19 de mai. de 2008

Enterrando o Tio Betinho - Parte Um

O Tio Betinho era um cara de bem. Eu pelo menos sempre tive essa impressão. Ele era quase a réplica visual de meu avô, seu irmão mais velho. Com um pouco de cabelo a mais, quem sabe.

O nome não derivava de Alberto ou Roberto. Na verdade, seu nome de batismo era Asclepíades. A própria mãe, Dona Chica, uma espanhola que se gabava de seu buço original europeu, achou melhor que o menino fosse chamado por Betinho, o que melhorou seu relacionamento social e familiar.

Não convém aventar qual a origem de seu nome original, é um mistério na família. Mas a mim interessa buscar alguma fonte que me explique o que se passou pela mente de meu bisavô quando consumou o registro do Tio Betinho no cartório.

Nós nunca fomos íntimos e eu nunca soube muito da vida do Tio Betinho, era meu tio-avô, aquele parente que você encontra em casamentos, bodas de ouro e missas de sétimo dia. Era um piadista, daqueles bem sem graça. Aqueles tios-avós piadistas que adorava carolar na igreja matriz e tomar suas doses cavalares de Fernet nos domingos de tarde, ouvindo jogo de futebol no rádio.

Vez por outra ele dormia, sentado na cadeira. Vez por outra ele saía para passear com o cão, um lingüiça chamado Mussolini, pelo Bairro Assunção.

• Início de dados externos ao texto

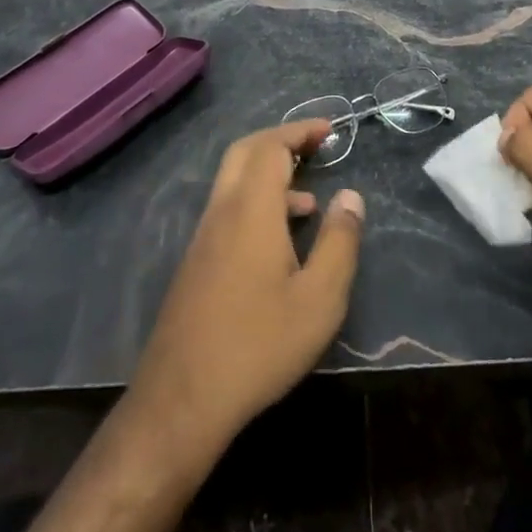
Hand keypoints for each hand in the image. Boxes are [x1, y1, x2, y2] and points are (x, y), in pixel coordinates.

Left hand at [131, 120, 363, 450]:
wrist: (181, 401)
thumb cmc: (258, 346)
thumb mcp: (319, 300)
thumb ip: (339, 242)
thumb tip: (350, 197)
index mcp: (250, 209)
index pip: (271, 146)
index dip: (300, 131)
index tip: (329, 129)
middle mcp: (222, 211)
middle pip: (246, 152)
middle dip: (281, 140)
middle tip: (315, 145)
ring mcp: (203, 236)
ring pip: (234, 181)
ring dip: (270, 174)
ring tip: (310, 202)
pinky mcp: (196, 261)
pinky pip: (228, 208)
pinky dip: (257, 201)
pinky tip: (281, 242)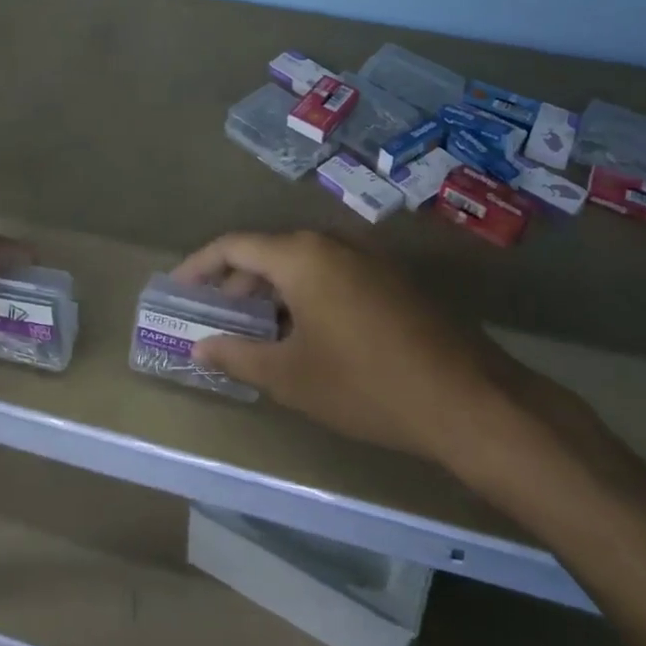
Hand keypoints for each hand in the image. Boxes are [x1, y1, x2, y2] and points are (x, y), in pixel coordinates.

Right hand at [173, 231, 601, 499]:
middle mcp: (332, 244)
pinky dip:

Era um tio-avô normal, o mais novo, acho. O único irmão vivo de meu avô.

Num desses dias da semana minha mãe veio contar que o Tio Betinho estava internado, tinha tido um infarto.

Meditei sobre a normalidade das coisas: um senhor de setenta anos, o histórico cardíaco da família, o Fernet...

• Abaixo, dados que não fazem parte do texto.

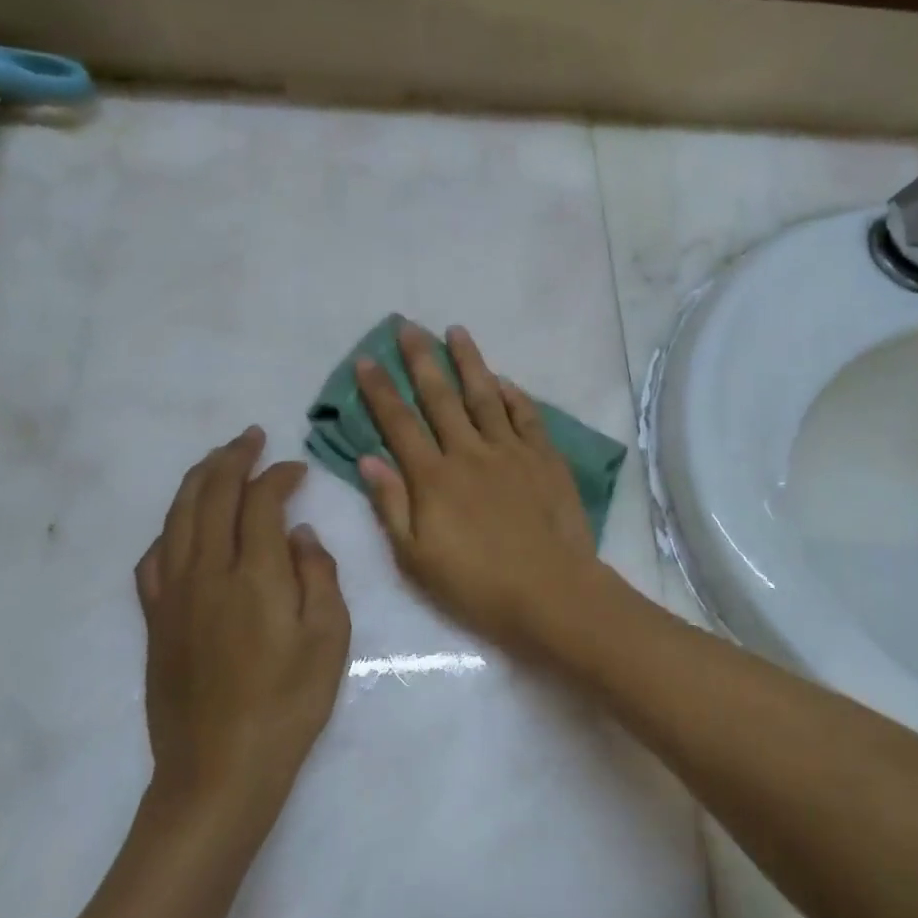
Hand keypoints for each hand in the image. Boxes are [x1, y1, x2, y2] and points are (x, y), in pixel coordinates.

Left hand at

Nada causou muita comoção familiar. É algo que se espera de alguém ao atingir essa faixa etária, uma loteria diária onde se marcam os dias em que não houve surpresas desagradáveis em relação à saúde.

É mórbido falar assim, eu sei. Mas o Tio Betinho era o mais novo. Ele tinha setenta anos...Enfim, um infarto é algo corriqueiro. Haveria de ser somente um susto. Pra dar uma levantada na vida e deixar que um dia, ele estivesse sentado em sua cadeira ouvindo o jogo e seu coração simplesmente parasse de bater, porque a garantia acabou.

Não foi. O hospital o reteve por duas semanas. E no dia em que o coração do Tio Betinho deu sinais de recuperação, ele teve alta.

Dois dias se passaram e no fim do segundo dia, ele teve um derrame cerebral que o atingiu como um raio, levando-o de vez.

Assim se foi o Tio Betinho, sem mala e sem cuia e sem seu Fernet, pendurar suas chuteiras. Uma morte que não surpreendeu a ninguém mas que ninguém esperava.